На категоричный разрыв с классицистскими принципами не шел и А. Дюма-отец. Например, его пьесы «Кристина» (1830) и «Карл VII среди своих вассалов» (1831) также написаны по модели французской трагедии эпохи классицизма. С другой стороны, К. Делавинь, являющийся в это время самым крупным драматургом-традиционалистом, в пьесах «Марино Фальеро» (1829), «Людовик XI» (1832), «Дети Эдуарда» (1833) и целом ряде других осуществил попытку приспособить классицистскую трагедию к современным романтическим вкусам. Итак, в искусстве, как и в политике, развитие осуществлялось благодаря компромиссу; романтики и классики (точнее - псевдоклассики, поскольку пьесы таких авторов, как Л. Ж. Н. Лемерсье и К. Делавинь, имели весьма отдаленное сходство с классицизмом XVII — XVIII вв.), чтобы удержаться «на плаву», постоянно шли на уступки противникам.

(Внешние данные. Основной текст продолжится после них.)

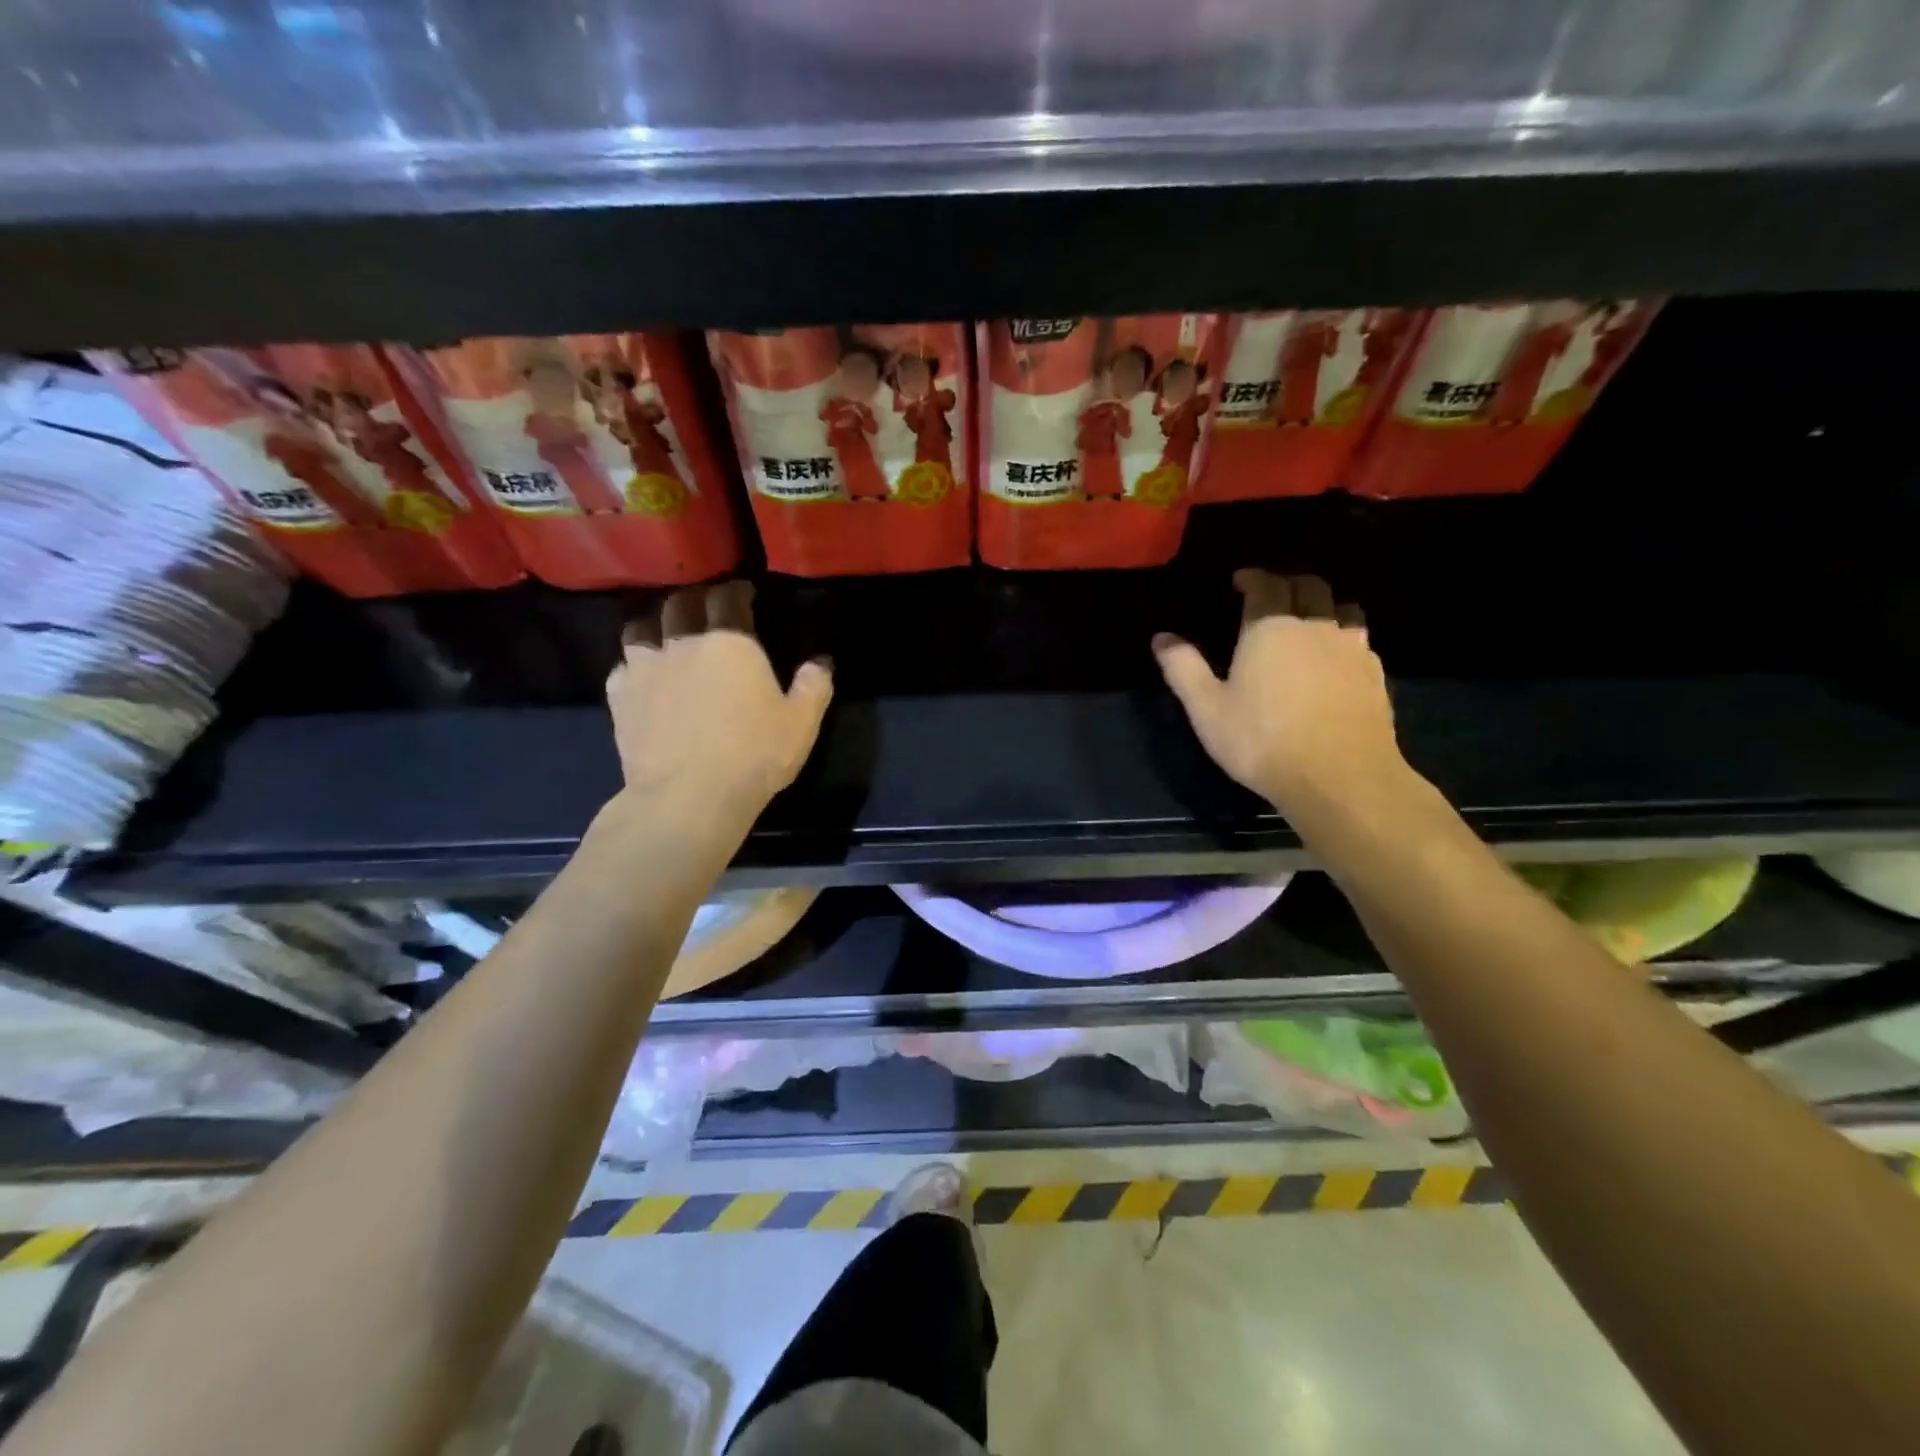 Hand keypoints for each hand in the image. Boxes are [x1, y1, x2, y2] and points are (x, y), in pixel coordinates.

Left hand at [605, 580, 831, 824]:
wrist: (688, 797)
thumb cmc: (754, 756)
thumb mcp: (801, 724)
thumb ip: (814, 686)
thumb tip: (822, 660)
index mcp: (730, 642)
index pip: (729, 597)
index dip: (736, 590)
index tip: (743, 593)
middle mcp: (683, 643)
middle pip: (681, 603)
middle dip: (695, 599)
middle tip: (707, 609)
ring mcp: (644, 668)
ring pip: (641, 627)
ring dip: (656, 625)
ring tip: (666, 635)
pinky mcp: (619, 697)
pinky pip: (621, 667)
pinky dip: (632, 666)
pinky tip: (641, 678)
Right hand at [1153, 570, 1408, 816]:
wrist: (1340, 778)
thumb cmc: (1262, 741)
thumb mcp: (1207, 709)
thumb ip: (1183, 669)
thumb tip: (1161, 638)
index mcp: (1271, 628)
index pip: (1266, 584)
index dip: (1253, 577)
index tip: (1241, 581)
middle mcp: (1315, 627)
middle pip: (1310, 586)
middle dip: (1289, 584)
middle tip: (1272, 595)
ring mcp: (1352, 649)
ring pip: (1344, 609)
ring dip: (1324, 606)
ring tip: (1310, 621)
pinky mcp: (1376, 676)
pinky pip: (1361, 642)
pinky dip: (1345, 638)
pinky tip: (1336, 660)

Однако после Июльской революции о балансе между классицизмом и романтизмом уже не могло быть и речи. Наступательная волна романтизма была слишком мощной и всеобъемлющей. Произведения Мольера, Расина и Корнеля теперь не только не использовались для оперных либретто, но были почти забыты и на сценах драматических театров. Примирение и адаптация к неотвратимым изменениям в политике, литературе и искусстве были единственным выходом для консервативно мыслящих драматургов, если они хотели, чтобы их произведения находили сценическое воплощение.

В иной плоскости протекала деятельность Эжена Скриба и его последователей, которые отталкивались от требований, если так можно выразиться, театрального рынка. «Литературная работа Скриба развертывалась в обстановке лихорадочной конкуренции частновладельческих антреприз, погони театров за сборами, за частыми премьерами. Более удачливый, более неистощимый, чем десятки забытых ныне бульварных драматургов, Скриб жил, как и они, в атмосфере спешки, срочности, делячества, работал одновременно над несколькими заказанными пьесами»16.

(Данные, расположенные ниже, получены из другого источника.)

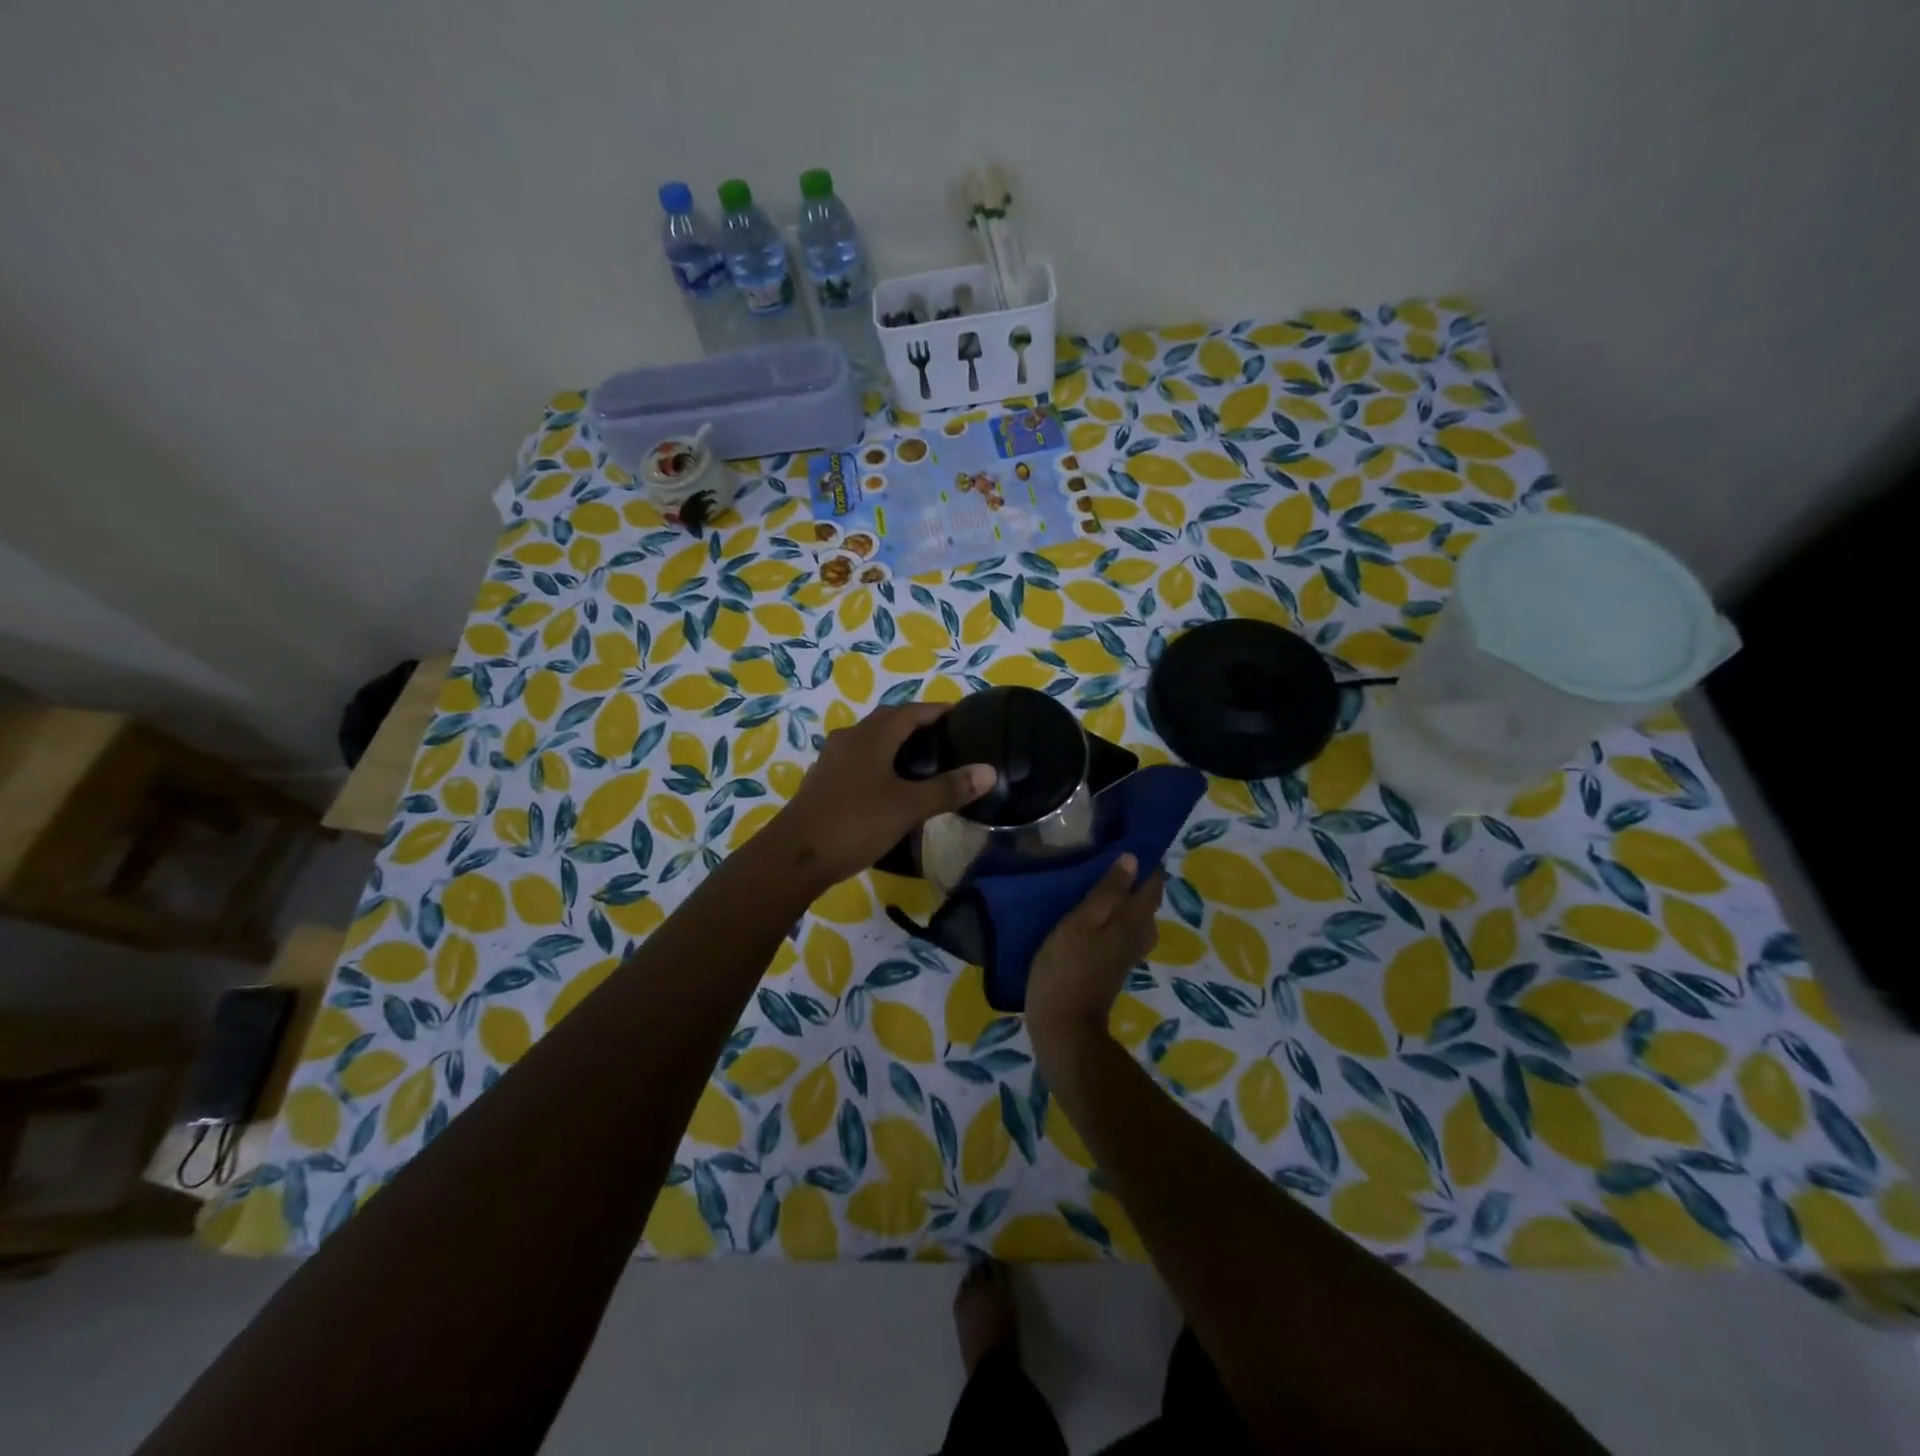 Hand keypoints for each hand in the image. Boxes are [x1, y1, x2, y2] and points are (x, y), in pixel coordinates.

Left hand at [760, 702, 994, 896]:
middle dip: (916, 725)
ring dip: (895, 744)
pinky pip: (858, 761)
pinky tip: (890, 786)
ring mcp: (832, 760)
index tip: (961, 716)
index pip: (911, 711)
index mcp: (872, 736)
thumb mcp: (909, 807)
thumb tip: (989, 771)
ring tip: (922, 762)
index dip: (937, 711)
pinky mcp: (823, 782)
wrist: (795, 857)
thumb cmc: (856, 823)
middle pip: (888, 722)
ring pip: (870, 741)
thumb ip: (949, 788)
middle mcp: (850, 738)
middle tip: (945, 740)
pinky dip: (879, 763)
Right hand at [1026, 854, 1163, 1053]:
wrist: (1064, 1025)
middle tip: (1113, 856)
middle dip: (1138, 879)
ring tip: (1103, 881)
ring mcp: (1126, 954)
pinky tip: (1096, 914)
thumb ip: (1107, 891)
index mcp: (1132, 920)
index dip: (1148, 862)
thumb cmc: (1067, 967)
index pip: (1152, 884)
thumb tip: (1133, 859)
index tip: (1132, 839)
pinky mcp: (1112, 967)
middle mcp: (1137, 935)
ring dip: (1127, 899)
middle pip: (1148, 902)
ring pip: (1137, 919)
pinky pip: (1124, 933)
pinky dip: (1117, 917)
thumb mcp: (1081, 922)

Целая армия драматургов, чьи имена сейчас почти полностью забыты, сгруппировалась вокруг Скриба — мастера, стиль которого стал моделью, а успех служил вдохновением для его менее знаменитых коллег. Никто из них, а уж тем более он сам, не принимал участия в «сражениях» между классицизмом и романтизмом, заняв нейтральную позицию «золотой середины» (du juste milieu)17. Скрибу удавалось удерживать и волновать публику своими пьесами как до публикации Предисловия к «Кромвелю», так и после успеха «Эрнани». Самостоятельность его позиции отрицала идею о том, что мир был разделен на два лагеря — романтический и классический. Скриб и его сторонники шли своей дорогой, не стремясь изменить историю театра, но прислушиваясь к изменениям в настроениях и вкусах общества: «Когда мода обращалась к романтизму, они сочиняли пьесы, которые подходили по жанру, а когда все менялось, они тоже менялись. Будучи ни впереди, ни сзади эшелона, они шли с толпой, так как именно там награда была самой большой», — писал Уильям Кростен18.

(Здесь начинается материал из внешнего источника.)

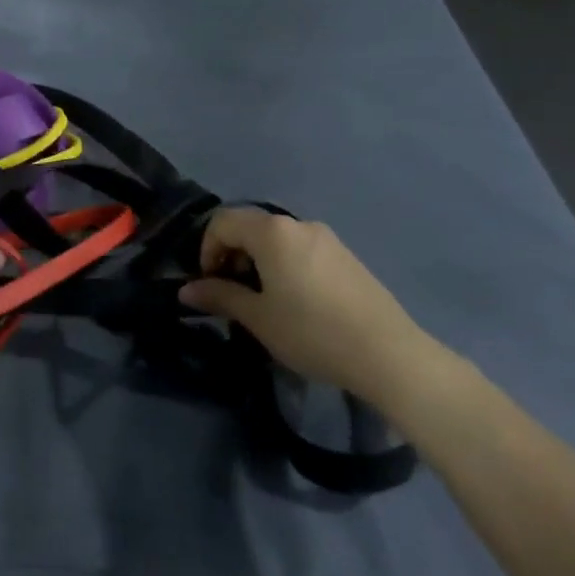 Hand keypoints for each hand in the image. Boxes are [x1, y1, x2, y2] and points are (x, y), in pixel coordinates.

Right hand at [178, 208, 433, 404]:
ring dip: (258, 260)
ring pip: (277, 238)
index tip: (209, 284)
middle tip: (231, 293)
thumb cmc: (311, 332)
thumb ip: (220, 296)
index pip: (223, 222)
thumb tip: (186, 291)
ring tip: (261, 300)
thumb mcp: (258, 318)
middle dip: (231, 253)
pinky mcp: (345, 255)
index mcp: (273, 232)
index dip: (207, 249)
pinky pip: (301, 248)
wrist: (388, 354)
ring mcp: (326, 238)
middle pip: (250, 226)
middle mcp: (298, 224)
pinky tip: (294, 300)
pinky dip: (283, 263) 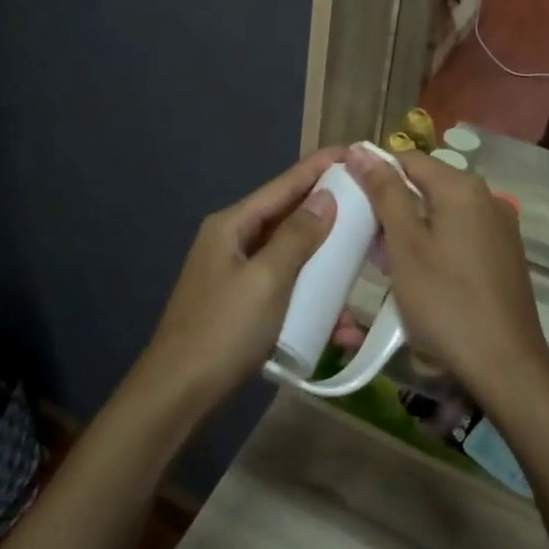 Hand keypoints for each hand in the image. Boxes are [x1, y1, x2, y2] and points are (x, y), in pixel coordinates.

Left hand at [132, 147, 345, 420]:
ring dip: (324, 265)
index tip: (353, 152)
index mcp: (232, 225)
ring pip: (290, 257)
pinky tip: (340, 325)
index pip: (283, 185)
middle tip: (369, 208)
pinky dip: (310, 299)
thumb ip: (297, 236)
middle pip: (288, 218)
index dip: (318, 167)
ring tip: (363, 269)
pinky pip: (284, 290)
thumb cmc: (223, 330)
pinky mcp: (241, 306)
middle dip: (328, 215)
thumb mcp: (267, 280)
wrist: (178, 396)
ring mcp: (235, 275)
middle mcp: (232, 242)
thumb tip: (325, 197)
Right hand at [343, 145, 548, 407]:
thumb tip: (360, 149)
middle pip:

Отказ от подражания романтикам проявлялся не только в творчестве, но и в манере поведения Скриба. «Для романтической школы было модно, — писал Теофиль Готье, — чтобы мужчина по мере возможности был изможденным, сероватым, зеленоватым и несколько мертвенно-бледным; именно таким образом достигалось сходство с описанным Байроном Гяуром — человеком, пожираемым страстью и угрызениями совести»19. Всё это мало соответствовало даже внешнему виду Эжена Скриба, которого типичные «болезни века» словно бы и не коснулись.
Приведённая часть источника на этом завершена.